#### ABOUT THIS EXERCISE:
What is needed is an exact copy of all the records, written out in full.

------------

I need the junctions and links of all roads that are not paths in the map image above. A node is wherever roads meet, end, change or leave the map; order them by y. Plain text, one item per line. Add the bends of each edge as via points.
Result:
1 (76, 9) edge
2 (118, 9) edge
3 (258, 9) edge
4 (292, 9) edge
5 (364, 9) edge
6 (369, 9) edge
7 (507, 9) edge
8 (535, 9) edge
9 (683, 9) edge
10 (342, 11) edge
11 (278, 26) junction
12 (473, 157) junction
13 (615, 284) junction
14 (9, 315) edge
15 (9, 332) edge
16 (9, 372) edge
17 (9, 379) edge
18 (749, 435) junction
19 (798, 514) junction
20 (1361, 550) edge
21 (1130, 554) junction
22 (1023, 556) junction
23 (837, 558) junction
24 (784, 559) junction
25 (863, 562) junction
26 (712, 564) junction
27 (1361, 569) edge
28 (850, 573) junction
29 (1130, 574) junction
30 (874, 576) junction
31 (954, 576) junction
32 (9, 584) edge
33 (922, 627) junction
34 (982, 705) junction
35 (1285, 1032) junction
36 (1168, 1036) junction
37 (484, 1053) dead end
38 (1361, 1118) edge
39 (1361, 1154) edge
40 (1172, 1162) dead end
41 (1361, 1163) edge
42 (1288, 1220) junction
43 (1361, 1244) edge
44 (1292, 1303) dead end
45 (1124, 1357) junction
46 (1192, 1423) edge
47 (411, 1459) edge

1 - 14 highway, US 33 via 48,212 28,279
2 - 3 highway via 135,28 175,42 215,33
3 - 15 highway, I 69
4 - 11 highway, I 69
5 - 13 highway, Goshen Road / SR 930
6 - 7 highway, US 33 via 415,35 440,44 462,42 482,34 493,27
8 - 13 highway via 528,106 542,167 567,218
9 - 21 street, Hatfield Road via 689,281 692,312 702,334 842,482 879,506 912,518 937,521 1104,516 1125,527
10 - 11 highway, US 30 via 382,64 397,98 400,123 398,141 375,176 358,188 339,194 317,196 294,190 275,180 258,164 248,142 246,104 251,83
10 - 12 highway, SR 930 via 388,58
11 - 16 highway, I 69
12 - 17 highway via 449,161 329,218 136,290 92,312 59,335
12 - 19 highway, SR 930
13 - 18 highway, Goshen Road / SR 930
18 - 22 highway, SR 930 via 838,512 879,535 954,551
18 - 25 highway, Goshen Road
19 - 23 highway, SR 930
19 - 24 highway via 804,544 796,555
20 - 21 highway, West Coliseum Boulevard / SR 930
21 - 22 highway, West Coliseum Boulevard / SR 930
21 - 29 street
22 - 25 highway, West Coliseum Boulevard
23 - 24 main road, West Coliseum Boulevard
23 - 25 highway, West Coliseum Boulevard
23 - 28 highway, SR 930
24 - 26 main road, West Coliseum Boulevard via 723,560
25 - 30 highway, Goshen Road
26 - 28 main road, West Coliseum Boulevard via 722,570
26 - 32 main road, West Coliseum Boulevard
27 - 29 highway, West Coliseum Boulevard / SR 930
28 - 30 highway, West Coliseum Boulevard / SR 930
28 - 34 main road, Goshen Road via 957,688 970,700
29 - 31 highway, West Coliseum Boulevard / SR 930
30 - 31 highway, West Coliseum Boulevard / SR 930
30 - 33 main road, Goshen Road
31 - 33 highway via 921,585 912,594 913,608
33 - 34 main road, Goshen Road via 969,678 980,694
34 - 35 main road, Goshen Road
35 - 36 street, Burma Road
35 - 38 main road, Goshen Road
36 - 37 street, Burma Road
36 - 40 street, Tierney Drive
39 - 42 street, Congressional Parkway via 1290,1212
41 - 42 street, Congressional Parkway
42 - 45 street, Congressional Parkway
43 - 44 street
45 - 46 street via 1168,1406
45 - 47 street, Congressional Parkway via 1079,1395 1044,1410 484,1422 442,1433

------------

#### TASK ANSWER:
I need the junctions and links of all roads that are not paths in the map image above. A node is wherever roads meet, end, change or leave the map; order them by y. Plain text, one item per line. Add the bends of each edge as via points.
Result:
1 (76, 9) edge
2 (118, 9) edge
3 (258, 9) edge
4 (292, 9) edge
5 (364, 9) edge
6 (369, 9) edge
7 (507, 9) edge
8 (535, 9) edge
9 (683, 9) edge
10 (342, 11) edge
11 (278, 26) junction
12 (473, 157) junction
13 (615, 284) junction
14 (9, 315) edge
15 (9, 332) edge
16 (9, 372) edge
17 (9, 379) edge
18 (749, 435) junction
19 (798, 514) junction
20 (1361, 550) edge
21 (1130, 554) junction
22 (1023, 556) junction
23 (837, 558) junction
24 (784, 559) junction
25 (863, 562) junction
26 (712, 564) junction
27 (1361, 569) edge
28 (850, 573) junction
29 (1130, 574) junction
30 (874, 576) junction
31 (954, 576) junction
32 (9, 584) edge
33 (922, 627) junction
34 (982, 705) junction
35 (1285, 1032) junction
36 (1168, 1036) junction
37 (484, 1053) dead end
38 (1361, 1118) edge
39 (1361, 1154) edge
40 (1172, 1162) dead end
41 (1361, 1163) edge
42 (1288, 1220) junction
43 (1361, 1244) edge
44 (1292, 1303) dead end
45 (1124, 1357) junction
46 (1192, 1423) edge
47 (411, 1459) edge

1 - 14 highway, US 33 via 48,212 28,279
2 - 3 highway via 135,28 175,42 215,33
3 - 15 highway, I 69
4 - 11 highway, I 69
5 - 13 highway, Goshen Road / SR 930
6 - 7 highway, US 33 via 415,35 440,44 462,42 482,34 493,27
8 - 13 highway via 528,106 542,167 567,218
9 - 21 street, Hatfield Road via 689,281 692,312 702,334 842,482 879,506 912,518 937,521 1104,516 1125,527
10 - 11 highway, US 30 via 382,64 397,98 400,123 398,141 375,176 358,188 339,194 317,196 294,190 275,180 258,164 248,142 246,104 251,83
10 - 12 highway, SR 930 via 388,58
11 - 16 highway, I 69
12 - 17 highway via 449,161 329,218 136,290 92,312 59,335
12 - 19 highway, SR 930
13 - 18 highway, Goshen Road / SR 930
18 - 22 highway, SR 930 via 838,512 879,535 954,551
18 - 25 highway, Goshen Road
19 - 23 highway, SR 930
19 - 24 highway via 804,544 796,555
20 - 21 highway, West Coliseum Boulevard / SR 930
21 - 22 highway, West Coliseum Boulevard / SR 930
21 - 29 street
22 - 25 highway, West Coliseum Boulevard
23 - 24 main road, West Coliseum Boulevard
23 - 25 highway, West Coliseum Boulevard
23 - 28 highway, SR 930
24 - 26 main road, West Coliseum Boulevard via 723,560
25 - 30 highway, Goshen Road
26 - 28 main road, West Coliseum Boulevard via 722,570
26 - 32 main road, West Coliseum Boulevard
27 - 29 highway, West Coliseum Boulevard / SR 930
28 - 30 highway, West Coliseum Boulevard / SR 930
28 - 34 main road, Goshen Road via 957,688 970,700
29 - 31 highway, West Coliseum Boulevard / SR 930
30 - 31 highway, West Coliseum Boulevard / SR 930
30 - 33 main road, Goshen Road
31 - 33 highway via 921,585 912,594 913,608
33 - 34 main road, Goshen Road via 969,678 980,694
34 - 35 main road, Goshen Road
35 - 36 street, Burma Road
35 - 38 main road, Goshen Road
36 - 37 street, Burma Road
36 - 40 street, Tierney Drive
39 - 42 street, Congressional Parkway via 1290,1212
41 - 42 street, Congressional Parkway
42 - 45 street, Congressional Parkway
43 - 44 street
45 - 46 street via 1168,1406
45 - 47 street, Congressional Parkway via 1079,1395 1044,1410 484,1422 442,1433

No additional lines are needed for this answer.